I’ve got a couple of thoughts. First, it’s a great that a decision was finally made, and that it was a positive one. If the Labor government wants to push ahead with its renewables transition, then it needs gas. Nuclear is banned in this country, and coal has been given its marching orders. Without a massive, costly over-build of renewables and battery storage, you need something to bail you out during a dunkelflaute.
And in Australia, that something is gas. Fifteen percent of NWS production will be reserved for domestic use in Western Australia, including anything produced by a potential Browse Project expansion. While the economics of the reservation policy are highly dubious, there are still legitimate energy security considerations, and politically it will effectively cross-subsidise the renewables transition—i.e. households won’t ‘feel the pinch’ as much as they would have otherwise.
But why did it take six years?! If we want to continue enjoying nice things in this country, taking six years to approve a gas project is not the way to go about it—and this project already existed! I do worry that by dragging its feet for so long, the Albanese government has done damage to foreign investors considering new major gas projects in Australia. The fact that Resources Minister Madeleine King fired a mob boss-like shot across the industry’s bow, saying Australians are “tired of seeing our vast gas resources exported overseas… [the] gas industry should pay careful attention to public concern of rising gas prices and supply gaps”, only strengthens that worry.

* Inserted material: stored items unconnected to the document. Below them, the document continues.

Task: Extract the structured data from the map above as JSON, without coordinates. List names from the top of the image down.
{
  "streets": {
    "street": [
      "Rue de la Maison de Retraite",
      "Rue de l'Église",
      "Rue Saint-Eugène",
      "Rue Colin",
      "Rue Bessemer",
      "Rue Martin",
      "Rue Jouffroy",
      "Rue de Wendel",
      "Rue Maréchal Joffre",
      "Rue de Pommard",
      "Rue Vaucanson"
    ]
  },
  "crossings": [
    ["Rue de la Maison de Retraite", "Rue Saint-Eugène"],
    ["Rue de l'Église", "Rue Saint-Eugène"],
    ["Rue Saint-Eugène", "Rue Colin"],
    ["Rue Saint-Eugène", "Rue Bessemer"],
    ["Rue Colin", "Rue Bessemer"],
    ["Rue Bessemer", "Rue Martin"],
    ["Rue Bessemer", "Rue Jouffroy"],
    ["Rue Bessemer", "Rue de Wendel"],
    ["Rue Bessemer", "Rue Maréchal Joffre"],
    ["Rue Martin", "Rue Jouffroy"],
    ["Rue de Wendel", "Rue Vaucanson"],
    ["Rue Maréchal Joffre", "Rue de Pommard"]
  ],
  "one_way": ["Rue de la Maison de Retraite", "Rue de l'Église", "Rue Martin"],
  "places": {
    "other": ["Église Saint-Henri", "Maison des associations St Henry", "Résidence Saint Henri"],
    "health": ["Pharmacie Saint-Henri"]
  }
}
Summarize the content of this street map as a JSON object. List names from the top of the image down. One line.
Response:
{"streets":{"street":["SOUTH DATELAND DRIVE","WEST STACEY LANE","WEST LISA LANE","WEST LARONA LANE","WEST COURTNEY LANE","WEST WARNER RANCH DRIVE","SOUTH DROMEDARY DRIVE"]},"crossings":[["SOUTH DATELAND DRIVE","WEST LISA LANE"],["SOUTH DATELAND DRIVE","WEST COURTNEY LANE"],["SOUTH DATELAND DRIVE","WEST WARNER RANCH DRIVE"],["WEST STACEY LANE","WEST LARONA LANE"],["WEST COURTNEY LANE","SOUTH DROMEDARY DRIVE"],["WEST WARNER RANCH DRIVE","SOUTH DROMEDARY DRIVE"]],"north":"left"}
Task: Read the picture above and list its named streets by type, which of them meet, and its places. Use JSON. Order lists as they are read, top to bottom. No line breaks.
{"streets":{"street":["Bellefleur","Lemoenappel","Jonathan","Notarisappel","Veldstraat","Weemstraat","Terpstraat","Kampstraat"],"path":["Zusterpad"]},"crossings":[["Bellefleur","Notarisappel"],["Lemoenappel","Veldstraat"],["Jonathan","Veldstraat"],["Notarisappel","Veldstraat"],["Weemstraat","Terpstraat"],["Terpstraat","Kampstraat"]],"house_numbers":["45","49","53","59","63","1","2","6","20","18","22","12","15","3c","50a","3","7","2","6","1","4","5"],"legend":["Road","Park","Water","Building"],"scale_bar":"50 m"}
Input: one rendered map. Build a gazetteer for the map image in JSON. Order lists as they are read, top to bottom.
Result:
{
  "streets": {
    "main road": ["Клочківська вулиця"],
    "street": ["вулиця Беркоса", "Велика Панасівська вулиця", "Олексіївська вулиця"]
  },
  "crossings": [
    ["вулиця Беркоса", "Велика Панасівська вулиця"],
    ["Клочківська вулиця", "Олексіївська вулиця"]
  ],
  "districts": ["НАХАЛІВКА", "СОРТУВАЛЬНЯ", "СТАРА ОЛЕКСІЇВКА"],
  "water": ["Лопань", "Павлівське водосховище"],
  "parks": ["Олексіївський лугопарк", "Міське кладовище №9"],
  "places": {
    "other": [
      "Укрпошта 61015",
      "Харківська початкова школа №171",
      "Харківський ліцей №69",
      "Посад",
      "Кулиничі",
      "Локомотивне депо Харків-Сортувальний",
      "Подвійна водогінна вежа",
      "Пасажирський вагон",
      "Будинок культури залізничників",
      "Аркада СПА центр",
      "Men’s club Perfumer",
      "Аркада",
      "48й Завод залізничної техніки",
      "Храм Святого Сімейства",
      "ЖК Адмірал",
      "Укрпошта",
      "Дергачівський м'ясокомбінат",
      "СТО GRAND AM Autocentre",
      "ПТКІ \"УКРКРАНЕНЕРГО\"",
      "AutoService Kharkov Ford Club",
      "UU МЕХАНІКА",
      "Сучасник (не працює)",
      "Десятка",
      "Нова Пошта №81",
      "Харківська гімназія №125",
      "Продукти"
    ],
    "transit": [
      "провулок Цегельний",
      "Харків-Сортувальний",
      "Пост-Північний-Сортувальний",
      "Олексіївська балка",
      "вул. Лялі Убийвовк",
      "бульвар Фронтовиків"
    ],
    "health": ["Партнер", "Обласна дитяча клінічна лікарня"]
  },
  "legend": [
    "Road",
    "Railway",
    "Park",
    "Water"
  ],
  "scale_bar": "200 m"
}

As for the environmental concerns, they’re being overblown. For example, the Australian Conservation Foundation asserted:
“That the gas is destined for export makes no difference to its climate impact. It will be felt by Australians through more intense and frequent extreme weather events like bushfires, heatwaves, floods and coral deaths.”
No, it won’t. You can’t compare the world as it exists against a hypothetical fantasy land where there’s some binary choice between more natural gas or more renewables.
In the real world, gas is primarily replacing coal—it’s a “bridge” energy as nations make the costly switch to zero-carbon alternatives like renewables and nuclear—and it emits around half as much carbon as coal for an equivalent amount of energy. As a substitute for coal, more gas (LNG) being exported onto global markets will reduce its price, causing more people to switch from coal to gas, reducing the demand for coal (the demand curve shifts down to the left).
In other words, the NWS extension is likely to lower the amount of global carbon emissions, not raise them. To the extent that such exports have any influence on climate change and its links to weather severity and frequency, the project’s extension will be felt by Australians through fewer such events, not more!